The Hispaniola’s signal halyards didn’t feel rotten, and the flags went up easily: first the red flag of the People’s Republic of China with its yellow stars; then Anna’s masterpiece, a rampaging double-headed dragon, gorgeously gold on a black silk background, and finally the simple crimson and white quartered signal flag – U – Uniform – ‘You are Standing into Danger’.
They dangled limp in the still night. He hoped there’d be enough breeze tomorrow to enable them to spell out their message when Gold Dragon – a.k.a. the legendary Polly Lee – arrived across the other side of the harbour.
How brilliant that his great aunt was a famous sailor! How extra brilliant that Flint hadn’t been able to find her name on his official lists! Lubber! For the first time Donny felt real excitement at the prospect of meeting this person who Xanthe and Maggi spoke of as a heroine.
He sat on the Hispaniola’s broad deck to plan his next move; decided that he could think better if he was lying down – and was instantly asleep.
CHAPTER TWENTY-ONE
Strong Winds
Monday, September 25th, morning and afternoon
Donny woke confused and stiff.

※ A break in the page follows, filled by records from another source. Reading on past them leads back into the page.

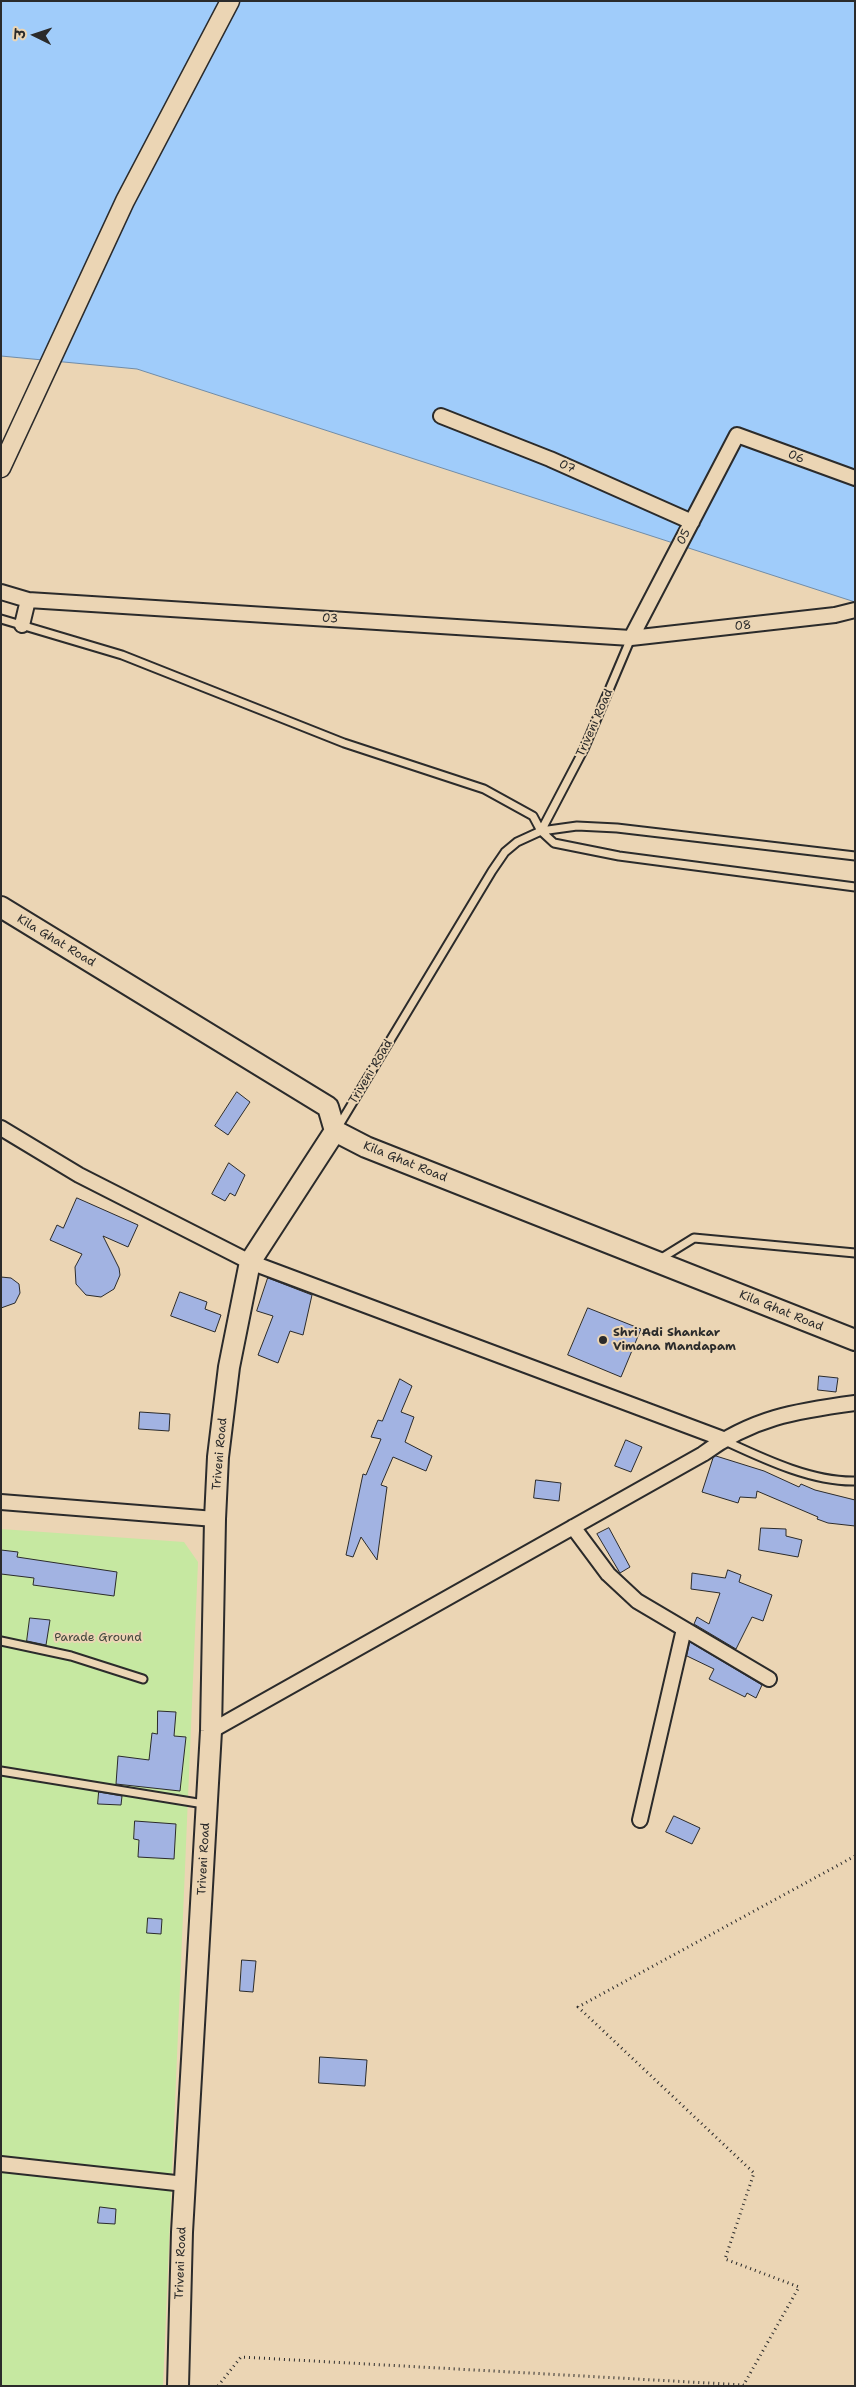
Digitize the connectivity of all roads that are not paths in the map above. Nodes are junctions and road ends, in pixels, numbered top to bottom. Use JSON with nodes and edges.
{"nodes":[{"id":1,"x":230,"y":1,"type":"edge"},
{"id":2,"x":441,"y":416,"type":"dead end"},
{"id":3,"x":737,"y":435,"type":"joint"},
{"id":4,"x":1,"y":468,"type":"edge"},
{"id":5,"x":855,"y":478,"type":"edge"},
{"id":6,"x":692,"y":522,"type":"junction"},
{"id":7,"x":1,"y":592,"type":"edge"},
{"id":8,"x":28,"y":600,"type":"junction"},
{"id":9,"x":855,"y":610,"type":"edge"},
{"id":10,"x":1,"y":619,"type":"edge"},
{"id":11,"x":22,"y":625,"type":"junction"},
{"id":12,"x":631,"y":638,"type":"junction"},
{"id":13,"x":541,"y":831,"type":"junction"},
{"id":14,"x":855,"y":856,"type":"edge"},
{"id":15,"x":855,"y":887,"type":"edge"},
{"id":16,"x":1,"y":907,"type":"edge"},
{"id":17,"x":1,"y":1128,"type":"edge"},
{"id":18,"x":335,"y":1131,"type":"junction"},
{"id":19,"x":855,"y":1253,"type":"edge"},
{"id":20,"x":250,"y":1262,"type":"junction"},
{"id":21,"x":656,"y":1262,"type":"junction"},
{"id":22,"x":855,"y":1340,"type":"edge"},
{"id":23,"x":855,"y":1403,"type":"edge"},
{"id":24,"x":723,"y":1439,"type":"junction"},
{"id":25,"x":855,"y":1481,"type":"edge"},
{"id":26,"x":1,"y":1502,"type":"edge"},
{"id":27,"x":214,"y":1519,"type":"junction"},
{"id":28,"x":573,"y":1527,"type":"junction"},
{"id":29,"x":684,"y":1629,"type":"junction"},
{"id":30,"x":1,"y":1641,"type":"edge"},
{"id":31,"x":769,"y":1679,"type":"dead end"},
{"id":32,"x":142,"y":1680,"type":"dead end"},
{"id":33,"x":211,"y":1731,"type":"junction"},
{"id":34,"x":1,"y":1771,"type":"edge"},
{"id":35,"x":207,"y":1804,"type":"junction"},
{"id":36,"x":640,"y":1820,"type":"dead end"},
{"id":37,"x":1,"y":2164,"type":"edge"},
{"id":38,"x":185,"y":2184,"type":"junction"},
{"id":39,"x":178,"y":2386,"type":"edge"}],
"edges":[{"from":1,"to":4,"type":"street"},
{"from":2,"to":6,"type":"street","name":"07"},
{"from":3,"to":5,"type":"street","name":"06"},
{"from":3,"to":6,"type":"street","name":"05"},
{"from":6,"to":12,"type":"street","name":"05"},
{"from":7,"to":8,"type":"street","name":"03"},
{"from":8,"to":11,"type":"street"},
{"from":8,"to":12,"type":"street","name":"03"},
{"from":9,"to":12,"type":"street","name":"08"},
{"from":10,"to":11,"type":"lane"},
{"from":11,"to":13,"type":"lane"},
{"from":12,"to":13,"type":"lane","name":"Triveni Road"},
{"from":13,"to":14,"type":"lane"},
{"from":13,"to":15,"type":"lane"},
{"from":13,"to":18,"type":"lane","name":"Triveni Road"},
{"from":16,"to":18,"type":"main road","name":"Kila Ghat Road"},
{"from":17,"to":20,"type":"street"},
{"from":18,"to":20,"type":"main road","name":"Triveni Road"},
{"from":18,"to":21,"type":"main road","name":"Kila Ghat Road"},
{"from":19,"to":21,"type":"lane"},
{"from":20,"to":24,"type":"street"},
{"from":20,"to":27,"type":"main road","name":"Triveni Road"},
{"from":21,"to":22,"type":"main road","name":"Kila Ghat Road"},
{"from":23,"to":24,"type":"street"},
{"from":24,"to":25,"type":"lane"},
{"from":24,"to":28,"type":"street"},
{"from":26,"to":27,"type":"street"},
{"from":27,"to":33,"type":"main road","name":"Triveni Road"},
{"from":28,"to":29,"type":"street"},
{"from":28,"to":33,"type":"street"},
{"from":29,"to":31,"type":"street"},
{"from":29,"to":36,"type":"street"},
{"from":30,"to":32,"type":"lane"},
{"from":33,"to":35,"type":"main road","name":"Triveni Road"},
{"from":34,"to":35,"type":"lane"},
{"from":35,"to":38,"type":"main road","name":"Triveni Road"},
{"from":37,"to":38,"type":"street"},
{"from":38,"to":39,"type":"main road","name":"Triveni Road"}]}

His rowing muscles ached and the palms of his hands were sore. His nose and ears, even his fingertips, dripped.
Everywhere was wet and white. A dream-world. The schooner’s deck was glistening with moisture and he could scarcely see her bows or stern. Above him her masts vanished after only three or four clouded metres.
Fog.
It must be morning because it was light. He had no watch so he’d no idea of the time. If he listened hard, he could still hear the rattle of the gantries and a distant ship’s hooter. Where were they? Donny stood up and tried turning his head to listen in different directions. Nothing made sense.
Then he looked over the side. Water. Swirling past.
But no Lively Lady! Donny hurtled for’ard, his rubber shoes gripping the slippery deck.
/> Breathe again. He hadn’t thought to moor the dinghy fore and aft so when the tide turned she had swung independently from the Hispaniola. Her mast and shrouds had become tangled beneath the schooner’s bowsprit and her stern was jammed hard up against the mooring chain. It seemed to Donny that his companion looked reproachful.
“I’m coming, Lady, I’m coming,” he said aloud. He ran back along the half-seen deck and collected his few pieces of equipment.
Hungry but only time for a swig of water. He needed to be away from here. Couldn’t see the flags but guessed they’d be hanging dark and limp as old dishcloths.
This was not going as planned.
Before he climbed into Lively Lady Donny worked his way cautiously along the bowsprit to check exactly where her mast was stuck. Tried to push it away without success, then realised that his own weight was making matters worse. Once he was down in the dinghy, she sank deeper and the mast sprung free. Able then to swivel her round, lean his full weight on her stern and release her from the schooner’s anchor chain. Her bright varnish had been badly scraped by the rusty links but there seemed to be no worse damage.
Donny breathed a sigh of relief so immense it should have blasted a channel through the mist.
It didn’t. If anything the fog seemed even thicker now. The hull of the schooner was blurred above him. Elsewhere there was nothing but the dense white vapour, curling round and over him, reducing the entire world to a ghostly capsule. Donny guessed that it must still be early. Maybe four or five o’clock? A mist like this could lift astonishingly fast when the sun rose higher or a breeze sprang up. He mustn’t be caught clinging to the Hispaniola’s side like some stranded starfish.
There was still no wind so he’d have to row. And as soon as he left the schooner he’d be lost. His best chance of lying low for the day was on the Harwich side. But that meant re-crossing the harbour. If it was as early as he guessed, this tide was still the ebb. So if he missed the opposite shore he could be swept blindly out to sea.